“Of all the epic stories, both factual and fictional, that we have passed down through history, I identify most strongly with the journey of the Bee Girl in Blind Melon’s ‘No Rain’ video.”
This is the first sentence in “Party of One,” the hilarious delight of a memoir by Dave Holmes, former host of various TV shows and a current writer-at-large for Esquire. If you’re anything like the author — a 40-something who ingested the pop culture of the 1970s, ’80s and ’90s while coming of age and attempting to find a place in society — that first sentence will pack a certain power. You will open this book, you will read that reference to a classic 1992 music video about a girl in a bumblebee costume, and you will think: Dave Holmes, you had me at Blind Melon.
The number of memoirs and blatantly autobiographical novels that have been written by nostalgic dudes who express their feelings through the prism of pop music could fill an entire library . What makes “Party of One” such a standout in this overcrowded genre is Holmes’s voice, which is conversational, insightful about how the entertainment we consume informs our memories and, most important, really, really funny. I have written for some of the same publications as Holmes and worked with some of the same editors, but do not know him personally. Yet reading this memoir feels like he’s been a friend of mine for years. I suspect I am not alone in that feeling.
“Party of One” enables Holmes to share his opinions about extremely important matters, like the Simple Minds song “Don’t You Forget About Me”: “I heard it the way I imagine the people of 1971 heard ‘What’s Going On’ for the first time, except the cause of our generation was getting teenagers to see the new Molly Ringwald movie.”
But it also focuses extensively on Holmes’s struggle to come to terms with being gay as a young Catholic boy in St. Louis and, later, to live as an out and proud adult. He writes about that struggle with candor, sensitivity and his trademark self-deprecating humor. (There’s a story in the book that involves the Indigo Girls and his frustration about openly expressing his sexuality that is just gangbusters.) All of that will resonate deeply with people who have wrestled with their own homosexuality, but really, it will strike a chord with anyone who has ever felt inhibited or insecure. Which is to say, it will resonate with everyone.
Memoirs, by their nature, are prone to self-indulgence and narcissism, but Holmes manages to avoid both. He lays his own insecurities so bare and shares personal anecdotes in such an engaging manner that the reader’s eyes never glaze over in response to excess bragging or name-dropping.
But, of course, he does eventually get to the part of his life that involved working at MTV in the late ’90s and early 2000s. That period followed the moment he lost the network’s “Wanna Be a VJ” contest to Jesse Camp . “For years after Wanna Be a VJ, every single day of my life, I was asked about Jesse Camp,” Holmes writes, noting that the questions have never gone away and usually tend to manifest themselves in the following order: “Was that contest real? Are you angry you lost to that guy? Is he really like that?

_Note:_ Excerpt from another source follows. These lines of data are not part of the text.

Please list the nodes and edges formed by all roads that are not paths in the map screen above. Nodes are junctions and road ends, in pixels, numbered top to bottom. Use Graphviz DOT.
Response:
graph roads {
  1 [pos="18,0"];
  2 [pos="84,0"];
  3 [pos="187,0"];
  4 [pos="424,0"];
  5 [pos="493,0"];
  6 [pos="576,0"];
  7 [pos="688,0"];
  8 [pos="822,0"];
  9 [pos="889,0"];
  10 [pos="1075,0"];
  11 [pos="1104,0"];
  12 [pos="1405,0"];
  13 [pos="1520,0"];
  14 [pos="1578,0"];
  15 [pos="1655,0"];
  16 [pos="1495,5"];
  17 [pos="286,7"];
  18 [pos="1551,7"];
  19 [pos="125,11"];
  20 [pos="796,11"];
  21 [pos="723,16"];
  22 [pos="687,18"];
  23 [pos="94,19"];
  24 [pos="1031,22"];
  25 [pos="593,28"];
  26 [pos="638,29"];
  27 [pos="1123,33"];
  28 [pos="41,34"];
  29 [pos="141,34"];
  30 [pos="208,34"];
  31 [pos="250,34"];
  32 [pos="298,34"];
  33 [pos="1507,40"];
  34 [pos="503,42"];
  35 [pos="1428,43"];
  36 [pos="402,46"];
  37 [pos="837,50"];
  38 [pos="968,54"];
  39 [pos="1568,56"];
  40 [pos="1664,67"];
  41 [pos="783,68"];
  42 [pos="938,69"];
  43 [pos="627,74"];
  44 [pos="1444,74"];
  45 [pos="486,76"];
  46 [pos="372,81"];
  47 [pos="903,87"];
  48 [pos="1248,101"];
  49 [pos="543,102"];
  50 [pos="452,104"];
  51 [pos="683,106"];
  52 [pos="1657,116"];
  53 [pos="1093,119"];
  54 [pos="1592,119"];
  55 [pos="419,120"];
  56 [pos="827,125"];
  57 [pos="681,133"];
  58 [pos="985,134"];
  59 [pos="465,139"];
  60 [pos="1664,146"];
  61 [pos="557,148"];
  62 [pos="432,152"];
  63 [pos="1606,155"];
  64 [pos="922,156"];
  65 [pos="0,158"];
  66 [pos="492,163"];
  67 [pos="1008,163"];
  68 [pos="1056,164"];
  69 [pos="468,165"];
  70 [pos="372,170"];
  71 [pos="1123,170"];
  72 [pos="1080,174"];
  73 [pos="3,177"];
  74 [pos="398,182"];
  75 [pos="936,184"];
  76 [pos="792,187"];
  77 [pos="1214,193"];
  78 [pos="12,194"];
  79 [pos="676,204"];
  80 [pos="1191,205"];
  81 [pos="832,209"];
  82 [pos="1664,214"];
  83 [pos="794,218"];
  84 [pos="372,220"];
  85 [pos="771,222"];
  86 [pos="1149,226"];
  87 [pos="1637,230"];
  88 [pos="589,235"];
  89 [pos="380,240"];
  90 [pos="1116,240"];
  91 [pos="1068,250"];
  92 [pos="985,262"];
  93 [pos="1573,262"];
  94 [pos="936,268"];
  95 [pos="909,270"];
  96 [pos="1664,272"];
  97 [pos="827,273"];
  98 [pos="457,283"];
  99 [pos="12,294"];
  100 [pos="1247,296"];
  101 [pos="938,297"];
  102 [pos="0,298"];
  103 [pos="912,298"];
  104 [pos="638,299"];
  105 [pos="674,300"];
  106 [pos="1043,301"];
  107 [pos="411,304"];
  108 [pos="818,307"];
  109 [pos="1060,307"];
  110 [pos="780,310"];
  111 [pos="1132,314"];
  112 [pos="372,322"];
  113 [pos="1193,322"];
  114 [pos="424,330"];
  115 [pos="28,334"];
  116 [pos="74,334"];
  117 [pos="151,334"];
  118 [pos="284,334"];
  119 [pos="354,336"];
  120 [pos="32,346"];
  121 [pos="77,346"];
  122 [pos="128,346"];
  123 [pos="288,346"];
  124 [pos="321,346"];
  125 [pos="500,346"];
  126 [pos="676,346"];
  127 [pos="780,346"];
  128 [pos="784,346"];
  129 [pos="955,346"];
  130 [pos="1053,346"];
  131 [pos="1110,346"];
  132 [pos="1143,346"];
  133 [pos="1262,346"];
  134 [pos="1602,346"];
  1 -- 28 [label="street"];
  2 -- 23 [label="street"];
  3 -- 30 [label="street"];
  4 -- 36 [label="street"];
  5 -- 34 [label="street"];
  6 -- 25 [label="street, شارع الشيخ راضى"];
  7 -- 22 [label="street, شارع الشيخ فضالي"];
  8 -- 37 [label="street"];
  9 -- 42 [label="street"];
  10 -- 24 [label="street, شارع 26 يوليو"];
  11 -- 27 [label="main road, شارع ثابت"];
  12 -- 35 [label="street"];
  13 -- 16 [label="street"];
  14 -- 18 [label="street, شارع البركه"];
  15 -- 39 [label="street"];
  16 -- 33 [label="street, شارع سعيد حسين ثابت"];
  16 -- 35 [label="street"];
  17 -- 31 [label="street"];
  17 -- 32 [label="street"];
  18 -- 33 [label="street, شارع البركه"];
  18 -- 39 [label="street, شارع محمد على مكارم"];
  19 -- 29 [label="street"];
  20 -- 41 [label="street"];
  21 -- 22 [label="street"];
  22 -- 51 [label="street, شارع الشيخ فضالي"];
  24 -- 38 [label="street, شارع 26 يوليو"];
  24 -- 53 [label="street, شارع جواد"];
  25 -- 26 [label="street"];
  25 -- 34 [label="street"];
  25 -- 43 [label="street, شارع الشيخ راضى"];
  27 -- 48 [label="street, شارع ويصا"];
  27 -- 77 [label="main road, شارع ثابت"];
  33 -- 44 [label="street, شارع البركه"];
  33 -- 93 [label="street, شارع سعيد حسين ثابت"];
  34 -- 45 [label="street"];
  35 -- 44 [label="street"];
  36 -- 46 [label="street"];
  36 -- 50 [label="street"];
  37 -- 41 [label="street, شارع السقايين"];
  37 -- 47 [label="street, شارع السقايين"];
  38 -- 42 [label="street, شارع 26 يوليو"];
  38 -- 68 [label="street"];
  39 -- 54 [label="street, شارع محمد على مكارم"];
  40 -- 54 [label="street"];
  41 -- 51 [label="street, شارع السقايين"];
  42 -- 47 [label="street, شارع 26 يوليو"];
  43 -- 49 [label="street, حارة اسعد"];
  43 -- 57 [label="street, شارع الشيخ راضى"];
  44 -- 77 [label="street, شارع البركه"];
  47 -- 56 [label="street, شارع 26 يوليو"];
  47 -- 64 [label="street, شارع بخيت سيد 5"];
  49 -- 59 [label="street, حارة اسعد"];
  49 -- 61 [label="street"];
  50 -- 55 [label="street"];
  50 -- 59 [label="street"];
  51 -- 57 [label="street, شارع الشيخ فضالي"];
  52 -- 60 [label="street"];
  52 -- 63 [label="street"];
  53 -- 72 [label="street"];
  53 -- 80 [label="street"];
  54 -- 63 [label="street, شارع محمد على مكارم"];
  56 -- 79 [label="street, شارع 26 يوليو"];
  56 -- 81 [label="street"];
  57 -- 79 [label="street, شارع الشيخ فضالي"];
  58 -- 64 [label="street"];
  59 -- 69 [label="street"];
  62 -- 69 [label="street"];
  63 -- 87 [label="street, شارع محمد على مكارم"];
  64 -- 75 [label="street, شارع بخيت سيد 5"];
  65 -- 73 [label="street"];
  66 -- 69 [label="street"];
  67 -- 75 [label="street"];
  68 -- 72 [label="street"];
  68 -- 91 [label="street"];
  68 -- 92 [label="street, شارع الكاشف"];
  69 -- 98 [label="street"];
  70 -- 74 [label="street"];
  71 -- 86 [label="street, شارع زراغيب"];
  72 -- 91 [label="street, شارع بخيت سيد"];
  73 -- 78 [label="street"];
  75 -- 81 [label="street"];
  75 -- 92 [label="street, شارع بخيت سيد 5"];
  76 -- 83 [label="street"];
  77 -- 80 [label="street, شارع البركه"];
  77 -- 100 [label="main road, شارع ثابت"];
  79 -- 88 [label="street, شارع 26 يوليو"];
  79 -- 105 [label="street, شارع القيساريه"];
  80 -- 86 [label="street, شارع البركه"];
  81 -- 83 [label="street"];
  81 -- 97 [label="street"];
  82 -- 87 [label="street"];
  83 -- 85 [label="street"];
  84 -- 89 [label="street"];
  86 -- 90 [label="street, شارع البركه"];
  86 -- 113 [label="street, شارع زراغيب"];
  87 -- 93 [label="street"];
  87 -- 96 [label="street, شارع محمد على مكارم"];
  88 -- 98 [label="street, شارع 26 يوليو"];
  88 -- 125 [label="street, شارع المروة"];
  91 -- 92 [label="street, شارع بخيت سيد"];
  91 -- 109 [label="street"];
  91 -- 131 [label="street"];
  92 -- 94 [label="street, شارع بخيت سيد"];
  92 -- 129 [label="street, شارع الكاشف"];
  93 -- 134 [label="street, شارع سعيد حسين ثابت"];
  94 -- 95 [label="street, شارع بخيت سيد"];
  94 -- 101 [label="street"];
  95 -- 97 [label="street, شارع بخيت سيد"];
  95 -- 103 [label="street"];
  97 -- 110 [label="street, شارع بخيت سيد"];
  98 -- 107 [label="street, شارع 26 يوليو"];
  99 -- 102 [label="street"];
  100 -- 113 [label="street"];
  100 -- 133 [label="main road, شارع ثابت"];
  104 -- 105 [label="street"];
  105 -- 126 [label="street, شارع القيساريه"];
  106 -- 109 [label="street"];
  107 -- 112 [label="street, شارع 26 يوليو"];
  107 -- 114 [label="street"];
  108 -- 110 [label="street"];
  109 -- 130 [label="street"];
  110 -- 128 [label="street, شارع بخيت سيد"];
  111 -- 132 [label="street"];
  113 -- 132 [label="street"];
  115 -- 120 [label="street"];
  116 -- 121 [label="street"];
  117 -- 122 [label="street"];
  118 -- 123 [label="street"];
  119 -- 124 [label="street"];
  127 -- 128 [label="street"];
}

The answers are: Yes, not really, and still, after all this time, I honestly have no idea.”
Holmes recalls his days of hosting MTV shows like “Eye Spy Video” and “Say What, Karaoke?” with bemused wonder: “I just had to pretend that it was totally normal that I was suddenly wearing makeup and getting my clothes picked out for me and talking about 98 Degrees into a camera that was recording images that would get played in people’s living rooms.” He revisits these moments and others — including a completely ridiculous interview for a job as the gay sidekick to Tori Spelling on a daytime talk show — in a manner that never suggests any self-importance; he’s just inviting us into the moment so that we experience the absurdity together.
Holmes remembers that the first time he saw that Blind Melon video, he looked at his television and said out loud: “I [expletive] get you, Bee Girl.” By the time you reach the last page of “Party of One,” there’s a good chance you’ll look at this book and say, out loud: “I get you, Dave Holmes.”
Jen Chaney is the TV columnist for New York magazine’s Vulture.